═════ MATERIAL PROVIDED ═════
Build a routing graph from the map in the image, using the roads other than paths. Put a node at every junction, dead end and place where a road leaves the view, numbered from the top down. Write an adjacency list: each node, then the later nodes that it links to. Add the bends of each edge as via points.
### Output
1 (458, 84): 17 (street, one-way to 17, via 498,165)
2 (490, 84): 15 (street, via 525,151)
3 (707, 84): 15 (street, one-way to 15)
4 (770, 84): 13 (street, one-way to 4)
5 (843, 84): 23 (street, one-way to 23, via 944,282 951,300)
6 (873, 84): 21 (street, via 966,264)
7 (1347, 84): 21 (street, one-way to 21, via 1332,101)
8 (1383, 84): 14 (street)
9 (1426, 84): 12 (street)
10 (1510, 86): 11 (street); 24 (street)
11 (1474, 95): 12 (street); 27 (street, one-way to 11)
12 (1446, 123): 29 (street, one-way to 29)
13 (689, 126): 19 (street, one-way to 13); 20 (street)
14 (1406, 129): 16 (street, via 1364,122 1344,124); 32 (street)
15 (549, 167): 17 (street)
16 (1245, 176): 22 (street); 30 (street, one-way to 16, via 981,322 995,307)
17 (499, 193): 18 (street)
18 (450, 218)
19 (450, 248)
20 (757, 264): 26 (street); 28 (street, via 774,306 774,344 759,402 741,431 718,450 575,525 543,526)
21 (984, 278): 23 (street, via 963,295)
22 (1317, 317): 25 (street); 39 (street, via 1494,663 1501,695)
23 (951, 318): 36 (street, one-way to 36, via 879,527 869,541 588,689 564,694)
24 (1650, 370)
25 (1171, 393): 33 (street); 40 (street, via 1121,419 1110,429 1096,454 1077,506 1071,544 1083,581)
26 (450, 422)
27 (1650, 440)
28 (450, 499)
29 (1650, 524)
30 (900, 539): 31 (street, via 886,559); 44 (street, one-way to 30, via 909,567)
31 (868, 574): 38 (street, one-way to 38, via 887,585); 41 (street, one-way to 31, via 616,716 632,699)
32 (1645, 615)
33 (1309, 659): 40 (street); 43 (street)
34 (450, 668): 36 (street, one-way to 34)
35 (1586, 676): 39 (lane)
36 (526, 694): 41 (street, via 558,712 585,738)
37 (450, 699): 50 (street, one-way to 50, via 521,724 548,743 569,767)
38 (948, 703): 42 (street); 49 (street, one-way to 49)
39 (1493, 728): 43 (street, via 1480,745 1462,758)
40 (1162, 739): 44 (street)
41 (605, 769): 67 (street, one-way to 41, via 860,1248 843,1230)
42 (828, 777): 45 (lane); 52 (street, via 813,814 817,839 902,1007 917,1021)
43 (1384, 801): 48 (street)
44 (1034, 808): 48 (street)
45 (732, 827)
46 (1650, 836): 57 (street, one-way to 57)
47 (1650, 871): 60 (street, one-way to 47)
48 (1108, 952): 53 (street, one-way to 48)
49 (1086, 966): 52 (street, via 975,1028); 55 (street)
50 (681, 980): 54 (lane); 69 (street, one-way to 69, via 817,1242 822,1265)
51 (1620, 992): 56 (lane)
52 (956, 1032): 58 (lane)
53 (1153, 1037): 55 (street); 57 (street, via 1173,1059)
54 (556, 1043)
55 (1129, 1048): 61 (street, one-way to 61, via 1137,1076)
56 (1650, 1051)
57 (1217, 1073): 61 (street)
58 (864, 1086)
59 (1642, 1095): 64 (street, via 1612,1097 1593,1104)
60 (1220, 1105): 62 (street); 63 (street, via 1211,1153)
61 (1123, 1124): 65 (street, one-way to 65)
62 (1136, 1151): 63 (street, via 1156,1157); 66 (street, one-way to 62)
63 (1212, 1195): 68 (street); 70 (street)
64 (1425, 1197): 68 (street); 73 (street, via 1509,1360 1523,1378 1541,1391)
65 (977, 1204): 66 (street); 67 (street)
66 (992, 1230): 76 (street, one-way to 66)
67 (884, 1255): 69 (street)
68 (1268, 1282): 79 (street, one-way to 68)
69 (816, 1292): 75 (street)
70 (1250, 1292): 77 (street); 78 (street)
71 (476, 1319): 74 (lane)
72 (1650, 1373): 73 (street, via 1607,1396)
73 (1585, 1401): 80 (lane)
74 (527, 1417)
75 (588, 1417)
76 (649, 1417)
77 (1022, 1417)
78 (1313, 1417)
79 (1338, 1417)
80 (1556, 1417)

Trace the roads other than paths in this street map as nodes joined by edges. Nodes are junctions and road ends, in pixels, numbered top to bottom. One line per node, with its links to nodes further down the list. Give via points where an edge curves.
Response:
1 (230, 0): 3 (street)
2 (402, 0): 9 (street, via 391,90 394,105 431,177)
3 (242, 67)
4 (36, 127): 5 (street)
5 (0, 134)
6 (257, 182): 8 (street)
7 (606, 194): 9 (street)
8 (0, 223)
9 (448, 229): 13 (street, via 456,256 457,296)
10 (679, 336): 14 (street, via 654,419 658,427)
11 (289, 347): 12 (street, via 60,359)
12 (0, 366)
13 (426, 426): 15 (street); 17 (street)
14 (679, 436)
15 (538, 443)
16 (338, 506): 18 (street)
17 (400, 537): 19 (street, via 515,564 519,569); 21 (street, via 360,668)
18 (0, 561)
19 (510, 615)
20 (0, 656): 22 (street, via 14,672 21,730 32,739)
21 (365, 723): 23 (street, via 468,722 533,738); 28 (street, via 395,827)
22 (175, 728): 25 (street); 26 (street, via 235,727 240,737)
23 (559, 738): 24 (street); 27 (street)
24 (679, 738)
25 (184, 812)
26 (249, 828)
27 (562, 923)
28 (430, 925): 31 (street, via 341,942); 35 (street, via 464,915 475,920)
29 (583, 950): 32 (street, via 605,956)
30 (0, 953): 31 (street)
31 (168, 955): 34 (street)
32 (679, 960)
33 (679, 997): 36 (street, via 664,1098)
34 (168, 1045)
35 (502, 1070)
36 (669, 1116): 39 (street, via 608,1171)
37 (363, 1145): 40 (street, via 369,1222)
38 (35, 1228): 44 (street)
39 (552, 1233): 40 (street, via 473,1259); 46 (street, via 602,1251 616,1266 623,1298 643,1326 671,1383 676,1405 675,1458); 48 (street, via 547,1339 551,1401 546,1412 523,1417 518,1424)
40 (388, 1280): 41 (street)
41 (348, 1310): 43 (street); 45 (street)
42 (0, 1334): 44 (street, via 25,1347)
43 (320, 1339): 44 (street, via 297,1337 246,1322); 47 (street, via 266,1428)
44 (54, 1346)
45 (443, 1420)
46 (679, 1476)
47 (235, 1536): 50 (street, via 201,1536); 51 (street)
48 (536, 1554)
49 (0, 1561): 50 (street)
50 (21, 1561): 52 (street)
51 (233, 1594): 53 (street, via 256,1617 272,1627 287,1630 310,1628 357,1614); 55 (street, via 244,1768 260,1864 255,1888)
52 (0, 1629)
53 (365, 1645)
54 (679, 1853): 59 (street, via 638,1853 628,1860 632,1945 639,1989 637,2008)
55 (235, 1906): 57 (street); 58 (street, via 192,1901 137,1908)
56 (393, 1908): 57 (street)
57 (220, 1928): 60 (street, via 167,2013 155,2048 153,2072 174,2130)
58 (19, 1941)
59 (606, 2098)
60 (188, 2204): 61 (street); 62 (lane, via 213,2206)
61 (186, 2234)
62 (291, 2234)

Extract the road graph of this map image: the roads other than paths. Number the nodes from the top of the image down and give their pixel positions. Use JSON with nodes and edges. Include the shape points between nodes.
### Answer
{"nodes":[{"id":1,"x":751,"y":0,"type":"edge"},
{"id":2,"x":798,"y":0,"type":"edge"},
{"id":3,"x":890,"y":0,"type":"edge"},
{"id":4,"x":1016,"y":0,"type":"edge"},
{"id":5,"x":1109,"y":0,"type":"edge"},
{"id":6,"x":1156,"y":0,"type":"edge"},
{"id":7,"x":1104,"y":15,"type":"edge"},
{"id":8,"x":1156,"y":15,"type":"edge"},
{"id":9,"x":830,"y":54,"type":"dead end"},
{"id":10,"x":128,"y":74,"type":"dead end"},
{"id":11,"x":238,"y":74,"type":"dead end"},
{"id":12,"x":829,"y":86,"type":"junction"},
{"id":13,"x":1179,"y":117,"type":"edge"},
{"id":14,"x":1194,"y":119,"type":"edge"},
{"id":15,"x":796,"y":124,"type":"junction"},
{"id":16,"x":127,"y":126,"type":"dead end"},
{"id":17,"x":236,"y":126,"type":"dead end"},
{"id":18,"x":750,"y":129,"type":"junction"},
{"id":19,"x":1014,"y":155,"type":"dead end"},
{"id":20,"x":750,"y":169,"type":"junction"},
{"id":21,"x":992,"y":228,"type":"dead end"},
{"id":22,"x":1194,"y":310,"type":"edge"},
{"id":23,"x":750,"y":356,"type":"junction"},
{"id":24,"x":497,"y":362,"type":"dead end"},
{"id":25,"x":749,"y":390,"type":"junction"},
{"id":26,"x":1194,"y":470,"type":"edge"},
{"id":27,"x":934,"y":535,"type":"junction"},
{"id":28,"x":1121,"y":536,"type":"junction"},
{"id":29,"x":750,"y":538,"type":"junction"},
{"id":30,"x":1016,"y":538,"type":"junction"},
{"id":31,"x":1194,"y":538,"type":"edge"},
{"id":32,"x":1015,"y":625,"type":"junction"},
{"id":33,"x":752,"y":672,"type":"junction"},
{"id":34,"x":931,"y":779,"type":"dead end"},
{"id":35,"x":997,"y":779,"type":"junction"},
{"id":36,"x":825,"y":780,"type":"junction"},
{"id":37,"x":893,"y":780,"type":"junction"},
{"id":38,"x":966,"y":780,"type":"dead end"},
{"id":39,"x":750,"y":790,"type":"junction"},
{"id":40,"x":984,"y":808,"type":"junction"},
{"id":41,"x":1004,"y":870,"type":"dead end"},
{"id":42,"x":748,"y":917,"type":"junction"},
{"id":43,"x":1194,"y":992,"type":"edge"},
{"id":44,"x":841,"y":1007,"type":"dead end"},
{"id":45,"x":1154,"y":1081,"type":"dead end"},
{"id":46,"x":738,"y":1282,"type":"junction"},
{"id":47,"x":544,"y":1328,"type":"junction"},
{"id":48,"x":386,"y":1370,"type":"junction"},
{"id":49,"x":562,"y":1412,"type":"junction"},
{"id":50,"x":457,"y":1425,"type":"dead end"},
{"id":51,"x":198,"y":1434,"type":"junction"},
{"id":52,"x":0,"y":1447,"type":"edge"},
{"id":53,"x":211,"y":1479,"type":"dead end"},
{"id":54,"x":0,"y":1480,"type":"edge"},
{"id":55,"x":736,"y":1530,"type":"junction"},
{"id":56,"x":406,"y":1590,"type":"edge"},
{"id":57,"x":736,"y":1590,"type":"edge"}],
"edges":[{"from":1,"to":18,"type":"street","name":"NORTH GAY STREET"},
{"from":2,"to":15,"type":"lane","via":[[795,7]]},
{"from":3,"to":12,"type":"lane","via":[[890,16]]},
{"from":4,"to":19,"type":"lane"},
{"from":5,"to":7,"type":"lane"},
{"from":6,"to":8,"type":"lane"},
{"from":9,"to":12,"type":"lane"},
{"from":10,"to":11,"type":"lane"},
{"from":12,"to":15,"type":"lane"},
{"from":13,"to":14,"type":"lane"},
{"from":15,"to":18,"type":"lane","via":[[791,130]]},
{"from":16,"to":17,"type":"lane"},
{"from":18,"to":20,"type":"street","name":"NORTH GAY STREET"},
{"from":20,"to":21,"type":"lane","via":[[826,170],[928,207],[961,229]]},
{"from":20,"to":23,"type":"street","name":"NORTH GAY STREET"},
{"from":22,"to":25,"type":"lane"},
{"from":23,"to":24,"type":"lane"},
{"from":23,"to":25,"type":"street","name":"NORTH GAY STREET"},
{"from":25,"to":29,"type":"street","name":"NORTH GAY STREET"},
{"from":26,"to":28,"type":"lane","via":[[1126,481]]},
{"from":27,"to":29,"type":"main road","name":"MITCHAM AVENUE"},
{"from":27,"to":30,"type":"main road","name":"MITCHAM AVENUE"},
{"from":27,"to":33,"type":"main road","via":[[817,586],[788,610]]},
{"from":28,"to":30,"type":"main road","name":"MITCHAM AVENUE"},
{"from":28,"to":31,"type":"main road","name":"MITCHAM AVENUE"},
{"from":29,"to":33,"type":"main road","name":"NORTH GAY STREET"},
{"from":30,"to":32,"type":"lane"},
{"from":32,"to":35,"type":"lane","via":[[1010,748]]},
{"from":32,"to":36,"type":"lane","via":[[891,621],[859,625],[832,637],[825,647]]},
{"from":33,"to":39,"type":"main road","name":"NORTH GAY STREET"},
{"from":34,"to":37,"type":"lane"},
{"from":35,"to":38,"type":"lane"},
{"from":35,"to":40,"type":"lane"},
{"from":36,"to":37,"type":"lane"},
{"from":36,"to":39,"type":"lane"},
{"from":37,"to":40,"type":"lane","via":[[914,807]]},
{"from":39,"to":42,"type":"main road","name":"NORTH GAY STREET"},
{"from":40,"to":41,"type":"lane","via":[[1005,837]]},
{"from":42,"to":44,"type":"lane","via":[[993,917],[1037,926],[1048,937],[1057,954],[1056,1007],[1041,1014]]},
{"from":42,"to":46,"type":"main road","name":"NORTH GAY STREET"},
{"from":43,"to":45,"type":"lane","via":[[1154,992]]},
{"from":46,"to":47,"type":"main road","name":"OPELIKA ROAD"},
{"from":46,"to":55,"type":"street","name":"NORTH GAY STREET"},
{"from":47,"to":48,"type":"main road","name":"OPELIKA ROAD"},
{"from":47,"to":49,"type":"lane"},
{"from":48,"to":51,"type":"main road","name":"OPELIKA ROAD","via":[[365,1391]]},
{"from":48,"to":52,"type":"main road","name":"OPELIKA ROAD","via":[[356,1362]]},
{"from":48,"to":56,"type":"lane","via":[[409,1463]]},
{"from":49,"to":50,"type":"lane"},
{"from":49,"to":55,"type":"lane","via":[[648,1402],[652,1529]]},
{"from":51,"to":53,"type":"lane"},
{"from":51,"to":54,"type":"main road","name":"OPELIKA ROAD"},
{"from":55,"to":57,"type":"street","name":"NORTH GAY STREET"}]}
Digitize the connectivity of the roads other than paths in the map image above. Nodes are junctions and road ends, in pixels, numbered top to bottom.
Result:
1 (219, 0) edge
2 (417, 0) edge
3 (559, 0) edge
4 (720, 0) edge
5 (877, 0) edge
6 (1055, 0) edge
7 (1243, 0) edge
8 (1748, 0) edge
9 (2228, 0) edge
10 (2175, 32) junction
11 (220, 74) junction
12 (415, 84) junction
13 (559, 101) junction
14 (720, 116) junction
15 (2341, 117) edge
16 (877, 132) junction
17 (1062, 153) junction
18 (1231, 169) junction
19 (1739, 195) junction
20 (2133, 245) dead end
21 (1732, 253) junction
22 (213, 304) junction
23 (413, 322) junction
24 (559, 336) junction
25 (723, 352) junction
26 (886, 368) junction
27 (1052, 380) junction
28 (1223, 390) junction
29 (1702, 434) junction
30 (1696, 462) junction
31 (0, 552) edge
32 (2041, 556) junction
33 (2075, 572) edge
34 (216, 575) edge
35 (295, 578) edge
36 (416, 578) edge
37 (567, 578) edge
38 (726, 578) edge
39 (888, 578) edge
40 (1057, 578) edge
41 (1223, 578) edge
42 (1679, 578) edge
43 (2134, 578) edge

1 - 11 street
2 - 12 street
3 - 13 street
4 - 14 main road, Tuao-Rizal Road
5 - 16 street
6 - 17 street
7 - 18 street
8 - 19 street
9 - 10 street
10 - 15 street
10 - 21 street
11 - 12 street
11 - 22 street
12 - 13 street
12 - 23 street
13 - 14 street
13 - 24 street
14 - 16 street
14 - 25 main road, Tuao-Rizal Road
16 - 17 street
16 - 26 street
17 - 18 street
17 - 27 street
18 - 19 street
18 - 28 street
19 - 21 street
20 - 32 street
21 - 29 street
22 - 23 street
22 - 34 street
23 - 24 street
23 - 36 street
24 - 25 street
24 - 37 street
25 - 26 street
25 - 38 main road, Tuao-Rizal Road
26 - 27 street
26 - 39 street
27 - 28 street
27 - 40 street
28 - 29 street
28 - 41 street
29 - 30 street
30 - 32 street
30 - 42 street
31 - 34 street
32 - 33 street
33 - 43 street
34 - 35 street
═════
» **GOAL OF THE EXERCISE**
Scan the records above for the word "with" and return every line where it occurs.

» **WRITTEN SOLUTION**
Trace the roads other than paths in this street map as nodes joined by edges. Nodes are junctions and road ends, in pixels, numbered top to bottom. One line per node, with its links to nodes further down the list. Give via points where an edge curves.
Extract the road graph of this map image: the roads other than paths. Number the nodes from the top of the image down and give their pixel positions. Use JSON with nodes and edges. Include the shape points between nodes.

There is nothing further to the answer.